Although there are other books about renovating old houses, this is the first that prioritizes the identification and preservation of the historic, character-defining features of a house as a starting point in the process. That is the purpose of this book: to describe and illustrate a best-practices approach for updating historic homes for modern life in ways that do not attempt to turn an old house into a new one. The book also suggests many ways to save money in the process, without settling for cheap or inappropriate solutions.
Scott Hanson is a historic-building preservation professional and has 40 years’ experience rehabilitating historic houses. He has illustrated this authoritative book with hundreds of step-by-step photos, illustrations, charts, and decision-making guides. Interspersed throughout are photo essays of 13 restored historic houses representing a range of periods and architectural styles: Italianate, Victorian, Queen Anne, Federal, Colonial, Colonial Revival, Greek Revival, Ranch, Adobe, Craftsman, Shingle, and Rustic. With interior and exterior photography by David Clough, these multi-page features show what can be achieved when a historic home is renovated with a desire to preserve or restore as much historic character as possible.
David Clough is a lifelong lover of photography with a special passion for photographing structures of historical significance. His work has been published in Japan and the U.S. He lives in Rockland, Maine.

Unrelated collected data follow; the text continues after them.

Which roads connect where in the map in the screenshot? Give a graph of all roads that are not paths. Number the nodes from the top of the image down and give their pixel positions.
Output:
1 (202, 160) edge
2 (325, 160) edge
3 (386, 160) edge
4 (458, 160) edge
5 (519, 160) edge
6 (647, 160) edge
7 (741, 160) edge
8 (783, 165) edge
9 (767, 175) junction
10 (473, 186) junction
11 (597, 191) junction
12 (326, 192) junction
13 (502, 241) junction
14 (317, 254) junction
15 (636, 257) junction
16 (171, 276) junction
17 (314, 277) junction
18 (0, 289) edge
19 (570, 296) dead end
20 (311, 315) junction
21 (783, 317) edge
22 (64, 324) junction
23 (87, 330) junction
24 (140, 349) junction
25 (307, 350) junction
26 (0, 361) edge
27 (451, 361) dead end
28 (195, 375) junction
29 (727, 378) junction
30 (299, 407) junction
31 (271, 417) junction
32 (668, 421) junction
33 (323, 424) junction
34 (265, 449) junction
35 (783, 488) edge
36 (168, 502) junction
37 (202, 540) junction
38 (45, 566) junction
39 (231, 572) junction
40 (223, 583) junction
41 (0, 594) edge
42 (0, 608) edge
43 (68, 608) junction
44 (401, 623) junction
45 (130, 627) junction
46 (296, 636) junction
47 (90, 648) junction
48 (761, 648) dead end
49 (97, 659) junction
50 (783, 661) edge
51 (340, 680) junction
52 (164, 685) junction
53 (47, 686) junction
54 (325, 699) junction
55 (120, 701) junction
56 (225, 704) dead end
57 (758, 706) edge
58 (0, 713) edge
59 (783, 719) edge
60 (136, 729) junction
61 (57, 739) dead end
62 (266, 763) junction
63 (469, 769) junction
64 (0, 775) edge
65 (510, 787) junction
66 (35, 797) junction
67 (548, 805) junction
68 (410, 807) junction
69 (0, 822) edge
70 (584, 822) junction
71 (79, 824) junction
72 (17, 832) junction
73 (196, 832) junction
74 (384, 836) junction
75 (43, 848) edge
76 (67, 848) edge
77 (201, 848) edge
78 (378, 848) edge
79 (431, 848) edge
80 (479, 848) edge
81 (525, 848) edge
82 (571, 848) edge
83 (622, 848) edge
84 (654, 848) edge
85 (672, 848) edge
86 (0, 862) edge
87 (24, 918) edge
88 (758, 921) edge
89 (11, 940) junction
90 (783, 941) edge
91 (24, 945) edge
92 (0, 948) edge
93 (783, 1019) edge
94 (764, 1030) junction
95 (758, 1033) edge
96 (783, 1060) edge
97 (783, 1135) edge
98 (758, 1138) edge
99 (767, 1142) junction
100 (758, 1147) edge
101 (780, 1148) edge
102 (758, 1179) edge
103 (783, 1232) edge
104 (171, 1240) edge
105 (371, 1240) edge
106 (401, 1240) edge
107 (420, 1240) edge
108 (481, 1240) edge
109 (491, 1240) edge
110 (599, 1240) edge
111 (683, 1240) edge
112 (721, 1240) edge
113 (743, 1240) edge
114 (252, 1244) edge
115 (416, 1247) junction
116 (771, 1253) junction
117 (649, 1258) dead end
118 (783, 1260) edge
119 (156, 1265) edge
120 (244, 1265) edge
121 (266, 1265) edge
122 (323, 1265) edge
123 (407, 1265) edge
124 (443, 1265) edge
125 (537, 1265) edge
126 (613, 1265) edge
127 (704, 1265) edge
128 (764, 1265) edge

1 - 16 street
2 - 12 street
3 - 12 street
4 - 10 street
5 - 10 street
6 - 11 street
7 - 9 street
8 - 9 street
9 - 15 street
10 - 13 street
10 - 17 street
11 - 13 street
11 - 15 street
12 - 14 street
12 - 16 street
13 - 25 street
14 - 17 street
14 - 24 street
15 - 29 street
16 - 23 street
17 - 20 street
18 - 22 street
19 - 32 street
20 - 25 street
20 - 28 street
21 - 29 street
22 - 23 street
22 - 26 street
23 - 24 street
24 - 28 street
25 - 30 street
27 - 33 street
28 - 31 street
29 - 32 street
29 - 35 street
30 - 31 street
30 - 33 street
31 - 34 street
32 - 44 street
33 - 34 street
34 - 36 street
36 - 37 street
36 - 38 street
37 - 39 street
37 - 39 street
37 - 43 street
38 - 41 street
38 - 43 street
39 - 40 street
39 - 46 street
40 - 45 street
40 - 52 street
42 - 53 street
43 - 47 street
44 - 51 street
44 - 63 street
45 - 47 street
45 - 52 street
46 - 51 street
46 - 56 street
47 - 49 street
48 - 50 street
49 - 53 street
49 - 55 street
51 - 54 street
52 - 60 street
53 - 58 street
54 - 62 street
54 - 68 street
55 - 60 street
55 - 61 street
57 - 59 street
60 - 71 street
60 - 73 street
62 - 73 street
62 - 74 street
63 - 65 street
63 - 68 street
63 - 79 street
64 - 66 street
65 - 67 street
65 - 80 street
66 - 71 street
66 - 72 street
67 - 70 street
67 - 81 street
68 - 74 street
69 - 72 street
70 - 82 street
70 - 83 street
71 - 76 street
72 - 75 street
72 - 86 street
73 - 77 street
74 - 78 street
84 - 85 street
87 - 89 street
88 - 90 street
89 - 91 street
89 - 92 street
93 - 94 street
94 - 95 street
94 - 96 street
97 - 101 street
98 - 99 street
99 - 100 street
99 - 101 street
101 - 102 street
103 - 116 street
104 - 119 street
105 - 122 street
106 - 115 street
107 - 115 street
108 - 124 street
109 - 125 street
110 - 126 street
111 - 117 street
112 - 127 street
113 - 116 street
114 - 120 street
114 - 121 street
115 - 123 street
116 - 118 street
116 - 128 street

— Newburyport Preservation Trust Quarterly News
Saving such character-defining features as windows and rooflines, mouldings and woodwork should be a given, even as we renovate for energy efficiency, comfort and modern life. This book (Restoring Your Historic House) is part Vintage Houses by Hewitt and Block, part McAlester's Field Guide, and several parts early Old-House Journal, with a credible amount of true grit in the mix. A lot of information goes into 712 pages!